America 2: Where average premiums are lowest—and financial protection from health risks is lowest, too

A second America—which CBO estimated would include one-sixth of the U.S. population—would live in states that receive waivers to "substantially modify" EHB and community rating requirements, thereby allowing "premiums to be set on the basis of an individual's health status in a substantial portion of the non-group market," according to the report.

In this America, CBO said average premiums would be "significantly lower for those with low expected health care costs," partly because plans would cover fewer benefits and partly because fewer people with health conditions would sign up for coverage.

But these changes would have a major downside: CBO estimated that out-of-pocket costs for people with health conditions would be the highest in this America. It projected that "a few million people would buy policies that would not cover major medical risks," although it said that estimate "is highly uncertain." And CBO said that "over time, less healthy individuals ... would be unable to purchase comprehensive coverage with premiums close to those under current law and might not be able to purchase coverage at all." In other words, CBO projected that the insurance market for such individuals might collapse altogether.

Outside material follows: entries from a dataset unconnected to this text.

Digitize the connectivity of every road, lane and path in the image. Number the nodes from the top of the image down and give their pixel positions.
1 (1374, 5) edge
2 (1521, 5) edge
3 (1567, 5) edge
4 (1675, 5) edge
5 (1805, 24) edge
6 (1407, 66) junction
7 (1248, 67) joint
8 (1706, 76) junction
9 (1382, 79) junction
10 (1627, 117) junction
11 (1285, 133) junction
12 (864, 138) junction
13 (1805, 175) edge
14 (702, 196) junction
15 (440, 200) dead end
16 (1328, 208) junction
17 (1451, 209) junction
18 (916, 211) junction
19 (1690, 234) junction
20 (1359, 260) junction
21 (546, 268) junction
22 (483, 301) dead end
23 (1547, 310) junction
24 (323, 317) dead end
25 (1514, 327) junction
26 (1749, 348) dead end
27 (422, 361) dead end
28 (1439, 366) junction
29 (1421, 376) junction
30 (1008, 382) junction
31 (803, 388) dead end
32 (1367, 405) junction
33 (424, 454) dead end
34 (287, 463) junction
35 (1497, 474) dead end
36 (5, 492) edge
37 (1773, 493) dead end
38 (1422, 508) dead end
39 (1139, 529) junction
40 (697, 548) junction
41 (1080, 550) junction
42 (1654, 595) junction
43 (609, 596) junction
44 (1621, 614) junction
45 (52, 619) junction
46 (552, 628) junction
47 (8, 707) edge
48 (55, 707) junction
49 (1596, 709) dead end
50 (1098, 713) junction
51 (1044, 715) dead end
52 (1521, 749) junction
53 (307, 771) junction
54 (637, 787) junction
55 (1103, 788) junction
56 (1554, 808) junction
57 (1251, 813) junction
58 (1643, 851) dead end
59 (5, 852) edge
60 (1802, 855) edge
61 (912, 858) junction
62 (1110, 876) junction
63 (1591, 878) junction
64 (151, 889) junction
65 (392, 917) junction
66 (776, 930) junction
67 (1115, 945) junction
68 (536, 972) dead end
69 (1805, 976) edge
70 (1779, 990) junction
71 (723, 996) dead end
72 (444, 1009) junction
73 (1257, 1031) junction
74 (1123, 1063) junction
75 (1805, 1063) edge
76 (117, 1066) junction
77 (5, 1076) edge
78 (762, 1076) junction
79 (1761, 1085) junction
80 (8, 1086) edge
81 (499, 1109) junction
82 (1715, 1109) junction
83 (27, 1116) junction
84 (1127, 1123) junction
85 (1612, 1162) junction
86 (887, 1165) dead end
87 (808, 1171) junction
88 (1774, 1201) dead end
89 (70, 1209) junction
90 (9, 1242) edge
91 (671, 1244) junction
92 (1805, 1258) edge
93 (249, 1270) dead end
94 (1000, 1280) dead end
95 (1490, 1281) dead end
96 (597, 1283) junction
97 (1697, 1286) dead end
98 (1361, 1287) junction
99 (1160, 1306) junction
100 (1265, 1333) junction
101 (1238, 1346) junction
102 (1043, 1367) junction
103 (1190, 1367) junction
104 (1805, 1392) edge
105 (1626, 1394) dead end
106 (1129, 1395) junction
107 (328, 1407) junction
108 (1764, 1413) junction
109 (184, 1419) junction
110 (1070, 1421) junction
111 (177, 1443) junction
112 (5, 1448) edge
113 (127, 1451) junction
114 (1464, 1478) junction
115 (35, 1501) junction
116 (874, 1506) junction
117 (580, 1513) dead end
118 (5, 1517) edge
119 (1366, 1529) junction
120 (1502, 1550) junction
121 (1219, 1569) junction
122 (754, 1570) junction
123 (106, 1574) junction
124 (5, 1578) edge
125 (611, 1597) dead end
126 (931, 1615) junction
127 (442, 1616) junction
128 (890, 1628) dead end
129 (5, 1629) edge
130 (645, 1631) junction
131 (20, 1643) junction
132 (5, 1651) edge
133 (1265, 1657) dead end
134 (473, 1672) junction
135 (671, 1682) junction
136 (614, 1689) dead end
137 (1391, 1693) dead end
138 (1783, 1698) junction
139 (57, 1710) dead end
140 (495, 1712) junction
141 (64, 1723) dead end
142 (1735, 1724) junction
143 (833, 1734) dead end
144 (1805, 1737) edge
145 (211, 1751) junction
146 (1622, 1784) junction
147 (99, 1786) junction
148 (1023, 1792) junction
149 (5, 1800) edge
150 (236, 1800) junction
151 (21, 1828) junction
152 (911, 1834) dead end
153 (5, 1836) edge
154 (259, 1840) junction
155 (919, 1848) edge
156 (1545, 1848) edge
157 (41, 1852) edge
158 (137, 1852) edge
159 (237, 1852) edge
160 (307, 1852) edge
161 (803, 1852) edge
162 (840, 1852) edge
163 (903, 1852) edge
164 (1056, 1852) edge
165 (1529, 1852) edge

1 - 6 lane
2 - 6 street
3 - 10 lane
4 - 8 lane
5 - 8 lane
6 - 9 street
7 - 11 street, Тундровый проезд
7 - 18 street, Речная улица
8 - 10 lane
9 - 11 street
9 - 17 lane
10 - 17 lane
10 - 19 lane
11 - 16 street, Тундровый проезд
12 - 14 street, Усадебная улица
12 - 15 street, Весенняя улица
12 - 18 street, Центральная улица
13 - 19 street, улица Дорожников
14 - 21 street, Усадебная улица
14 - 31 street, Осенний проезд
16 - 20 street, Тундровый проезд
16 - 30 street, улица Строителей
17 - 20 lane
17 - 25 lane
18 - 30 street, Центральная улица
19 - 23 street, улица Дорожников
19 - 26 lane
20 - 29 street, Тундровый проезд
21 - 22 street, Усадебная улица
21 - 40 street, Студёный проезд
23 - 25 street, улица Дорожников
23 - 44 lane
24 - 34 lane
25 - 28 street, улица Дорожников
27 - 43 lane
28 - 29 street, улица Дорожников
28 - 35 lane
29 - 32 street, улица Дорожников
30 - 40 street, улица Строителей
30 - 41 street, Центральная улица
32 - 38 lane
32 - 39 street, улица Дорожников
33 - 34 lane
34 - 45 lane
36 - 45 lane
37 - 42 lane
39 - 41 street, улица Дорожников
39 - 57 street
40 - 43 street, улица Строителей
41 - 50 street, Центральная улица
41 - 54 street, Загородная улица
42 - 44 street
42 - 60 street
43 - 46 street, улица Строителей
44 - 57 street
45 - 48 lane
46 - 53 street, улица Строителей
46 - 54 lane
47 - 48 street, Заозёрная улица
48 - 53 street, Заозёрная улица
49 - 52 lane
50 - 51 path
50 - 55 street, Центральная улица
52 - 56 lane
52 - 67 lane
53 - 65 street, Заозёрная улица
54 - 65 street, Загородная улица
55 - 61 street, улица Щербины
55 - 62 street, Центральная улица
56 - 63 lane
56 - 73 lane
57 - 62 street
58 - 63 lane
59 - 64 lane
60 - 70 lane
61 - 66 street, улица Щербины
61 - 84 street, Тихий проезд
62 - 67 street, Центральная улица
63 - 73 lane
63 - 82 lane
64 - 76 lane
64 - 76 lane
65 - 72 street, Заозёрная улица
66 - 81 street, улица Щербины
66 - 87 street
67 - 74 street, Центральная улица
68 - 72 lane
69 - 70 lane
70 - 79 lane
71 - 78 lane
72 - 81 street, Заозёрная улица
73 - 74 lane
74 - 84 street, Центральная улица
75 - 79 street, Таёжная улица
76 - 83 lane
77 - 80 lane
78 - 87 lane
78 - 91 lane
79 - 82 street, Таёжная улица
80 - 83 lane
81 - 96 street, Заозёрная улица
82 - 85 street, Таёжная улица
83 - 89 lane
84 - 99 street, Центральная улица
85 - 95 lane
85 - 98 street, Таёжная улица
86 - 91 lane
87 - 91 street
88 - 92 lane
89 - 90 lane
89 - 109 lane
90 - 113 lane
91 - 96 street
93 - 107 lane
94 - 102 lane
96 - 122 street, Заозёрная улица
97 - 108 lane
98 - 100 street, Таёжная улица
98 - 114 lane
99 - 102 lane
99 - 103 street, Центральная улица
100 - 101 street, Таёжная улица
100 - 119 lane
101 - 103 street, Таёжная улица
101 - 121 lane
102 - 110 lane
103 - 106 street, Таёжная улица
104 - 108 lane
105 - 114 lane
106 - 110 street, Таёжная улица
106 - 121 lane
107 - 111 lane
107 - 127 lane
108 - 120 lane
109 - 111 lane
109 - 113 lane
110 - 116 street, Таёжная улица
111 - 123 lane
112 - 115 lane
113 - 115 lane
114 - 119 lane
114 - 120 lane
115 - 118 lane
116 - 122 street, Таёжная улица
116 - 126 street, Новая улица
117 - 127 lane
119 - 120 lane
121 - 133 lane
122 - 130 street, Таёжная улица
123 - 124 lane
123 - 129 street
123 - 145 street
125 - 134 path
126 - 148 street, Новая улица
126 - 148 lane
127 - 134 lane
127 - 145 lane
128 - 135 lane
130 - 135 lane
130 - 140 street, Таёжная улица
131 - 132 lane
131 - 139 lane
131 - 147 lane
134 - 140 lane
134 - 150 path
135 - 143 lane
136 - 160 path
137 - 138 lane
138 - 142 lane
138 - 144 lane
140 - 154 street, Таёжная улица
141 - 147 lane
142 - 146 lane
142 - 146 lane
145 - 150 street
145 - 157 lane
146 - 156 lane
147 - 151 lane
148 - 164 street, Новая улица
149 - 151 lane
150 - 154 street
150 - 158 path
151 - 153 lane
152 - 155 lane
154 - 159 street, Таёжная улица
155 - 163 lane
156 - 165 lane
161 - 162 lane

America 3: Where both premiums and financial protections fall 'in between'

A third America—which CBO estimated would include one-third of the U.S. population—would live in states that fall somewhere in the middle. They'd receive waivers under the AHCA to "make moderate changes" to current EHBs and/or community rating requirements, but they wouldn't go as far as some states.

CBO estimated that average premiums in these states would range from 10 percent to 30 percent lower than under current law, depending on the extent of changes to EHBs. In addition, CBO projected that out-of-pocket spending would rise "substantial[ly]" for some people, particularly for those who use maternity, mental health, or substance misuse services or expensive prescription drugs that may no longer be covered. But overall, CBO projected that insurance "would still offer financial protection from most major health risks."

Some major caveats

There are some shortcomings to the concept of "three Americas" that are important to spell out.

First, CBO stressed that its estimates of how many states would request waivers were uncertain and based off a series of assumptions, although it "endeavored to develop estimates that are in the middle of the distribution of potential outcomes."

Second, there are several reasons "three Americas" (like "two Americas" before it) would be an oversimplification, including that states under the AHCA would likely make a wide range of changes to their Medicaid programs'  eligibility, benefits, and payment rates in response to AHCA funding cuts. CBO estimated that the AHCA would reduce Medicaid enrollment by 14 million by 2026.

There also would arguably be many health care Americas within a given state, as different individuals would face very different premiums depending on their age and health status. Just look at CBO's projected non-group market premiums after accounting for tax credits:

CBO projection for average net premiums in 2026

But here's the bottom line: The House-passed AHCA would substantially increase the degree to which where you live affects the price you would have to pay for health coverage on the individual marketplace and the level of financial security that comes with that coverage.

For the young and healthy, that might mean good news and lower premiums. For the old and sick, that could create hardships. For hospitals and health systems, that could mean vastly different uncompensated care costs state-by-state.

Ultimately, health policy is full of tradeoffs and hard choices. Lawmakers need to be open and honest about that as the health care debate moves to the Senate.